Written by Bruce Cruser

Bruce Cruser has been Executive Director of Mental Health Virginia since 2016, bringing a background in social work and community corrections, and many years of leadership experience in local and state government.

June 8, 2018

MHA’s national CEO, Paul Gionfriddo, issued the following statement on the passing of Kate Spade and Anthony Bourdain:

By: Paul Gionfriddo, president and CEO, Mental Health America

“We were shocked today by the death of Anthony Bourdain, the second public figure this week to die by suicide. And, as Kate Spade’s husband said in the wake of her death, there seemed to be no warning signs.

“The sad truth is that, according to data released this week from the Centers for Disease Control and Prevention (CDC), death by suicide is increasingly dramatically in the United States. Since 1999, suicide rates have increased by 25 percent. Nearly 45,000 lives were lost to suicide in 2016. And, perhaps most troubling, 54 percent of people who died by suicide did not have a known mental health condition.

“Too many people in America do not have access to mental health services and too often we neglect the impacts of traumatic events that sometimes fester for decades before taking people’s lives.

“Death by suicide is the ultimate Stage 4 event in the progression of many mental health conditions, whether or not they have ever been recognized and labeled. People don’t just go from being perfectly healthy one day to having suicidal ideation the next, just as they don’t go from being perfectly healthy one day to having any other late stage chronic condition the next.

“So, if we’re paying attention from the start, we have time to prevent many suicides from happening.
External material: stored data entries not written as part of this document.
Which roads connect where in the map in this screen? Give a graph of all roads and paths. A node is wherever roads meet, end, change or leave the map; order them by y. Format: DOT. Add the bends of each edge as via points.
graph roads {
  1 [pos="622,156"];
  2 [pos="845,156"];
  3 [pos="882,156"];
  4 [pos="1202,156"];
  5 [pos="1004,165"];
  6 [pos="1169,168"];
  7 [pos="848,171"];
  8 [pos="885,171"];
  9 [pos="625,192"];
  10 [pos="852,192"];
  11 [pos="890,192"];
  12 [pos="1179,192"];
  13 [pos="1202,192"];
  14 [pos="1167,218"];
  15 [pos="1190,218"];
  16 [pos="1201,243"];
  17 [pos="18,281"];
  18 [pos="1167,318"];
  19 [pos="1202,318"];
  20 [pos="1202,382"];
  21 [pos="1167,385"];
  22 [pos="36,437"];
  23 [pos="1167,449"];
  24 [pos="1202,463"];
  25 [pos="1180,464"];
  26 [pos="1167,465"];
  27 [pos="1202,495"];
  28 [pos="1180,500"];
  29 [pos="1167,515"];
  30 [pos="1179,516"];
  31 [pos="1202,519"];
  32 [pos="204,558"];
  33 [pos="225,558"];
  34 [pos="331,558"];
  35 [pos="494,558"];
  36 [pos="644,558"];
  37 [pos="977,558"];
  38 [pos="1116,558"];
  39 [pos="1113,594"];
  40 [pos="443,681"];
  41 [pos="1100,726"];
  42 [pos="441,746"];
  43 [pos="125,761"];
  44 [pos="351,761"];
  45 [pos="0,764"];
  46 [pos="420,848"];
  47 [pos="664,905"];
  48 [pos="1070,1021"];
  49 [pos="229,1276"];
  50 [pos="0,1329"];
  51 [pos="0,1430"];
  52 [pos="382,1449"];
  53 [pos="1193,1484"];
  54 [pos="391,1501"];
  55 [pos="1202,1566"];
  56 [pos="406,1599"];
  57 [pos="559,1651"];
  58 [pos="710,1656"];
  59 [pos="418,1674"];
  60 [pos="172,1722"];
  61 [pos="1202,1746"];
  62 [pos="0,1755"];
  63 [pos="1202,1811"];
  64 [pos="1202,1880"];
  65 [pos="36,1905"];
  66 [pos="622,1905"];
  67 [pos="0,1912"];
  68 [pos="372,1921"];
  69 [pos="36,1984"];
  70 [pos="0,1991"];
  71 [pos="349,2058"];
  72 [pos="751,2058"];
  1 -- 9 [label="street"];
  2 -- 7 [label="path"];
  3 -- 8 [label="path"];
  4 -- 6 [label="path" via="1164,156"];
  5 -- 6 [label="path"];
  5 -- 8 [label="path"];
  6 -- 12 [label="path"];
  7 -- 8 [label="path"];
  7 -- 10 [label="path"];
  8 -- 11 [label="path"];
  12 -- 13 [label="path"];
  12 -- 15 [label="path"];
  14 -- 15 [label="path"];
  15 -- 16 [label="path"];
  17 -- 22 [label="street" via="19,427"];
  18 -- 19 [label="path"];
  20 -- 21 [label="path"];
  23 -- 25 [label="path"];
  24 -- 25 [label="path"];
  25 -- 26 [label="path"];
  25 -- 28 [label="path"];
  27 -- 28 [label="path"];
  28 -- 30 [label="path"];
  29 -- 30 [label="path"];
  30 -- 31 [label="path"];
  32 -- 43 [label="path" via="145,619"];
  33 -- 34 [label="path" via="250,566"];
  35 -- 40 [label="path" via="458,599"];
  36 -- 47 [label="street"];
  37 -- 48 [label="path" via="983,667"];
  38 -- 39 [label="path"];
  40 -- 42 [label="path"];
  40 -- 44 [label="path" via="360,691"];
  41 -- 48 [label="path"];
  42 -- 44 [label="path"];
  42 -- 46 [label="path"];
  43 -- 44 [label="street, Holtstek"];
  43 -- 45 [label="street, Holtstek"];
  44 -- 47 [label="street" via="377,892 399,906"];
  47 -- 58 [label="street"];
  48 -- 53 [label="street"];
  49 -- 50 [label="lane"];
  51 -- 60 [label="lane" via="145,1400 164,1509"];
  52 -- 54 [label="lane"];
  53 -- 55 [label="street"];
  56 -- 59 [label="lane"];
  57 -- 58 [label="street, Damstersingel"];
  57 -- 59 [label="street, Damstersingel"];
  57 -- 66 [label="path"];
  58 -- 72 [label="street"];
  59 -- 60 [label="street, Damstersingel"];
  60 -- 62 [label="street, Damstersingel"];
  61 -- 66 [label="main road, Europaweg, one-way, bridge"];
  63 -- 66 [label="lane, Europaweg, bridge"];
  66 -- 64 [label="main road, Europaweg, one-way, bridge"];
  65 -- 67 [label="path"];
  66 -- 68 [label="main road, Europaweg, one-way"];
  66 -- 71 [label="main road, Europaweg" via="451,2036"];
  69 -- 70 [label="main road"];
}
But we must intervene early. We can’t always wait for the medical diagnoses to catch up with people’s lived experiences. When people are exposed to trauma, we must stop ignoring them or even bullying them. When people are exposed to unsafe living conditions, violence, abuse, and neglect, we must change these conditions. When people do struggle in the moment, we must reach out to them to give them comfort.

“And when people lose their sense of hope for the future, we must engage with them to restore that hope.

“At Mental Health America, we have tools and resources to help, as does nearly every other mental health advocacy organization. And when these resources aren’t enough, we refer people to staffed resources that are available to everyone in the country 24/7, including the National Suicide Prevention Lifeline and the Crisis Text Line.

“In the aftermath of these highly visible tragedies, let’s resolve not to sit back. Let’s use them as an occasion to act. Let’s reach out to, and engage with, others. Let’s put in place the policies to address the root causes of suicide. And let’s resolve – finally – to start bending the suicide curve in the opposite direction.”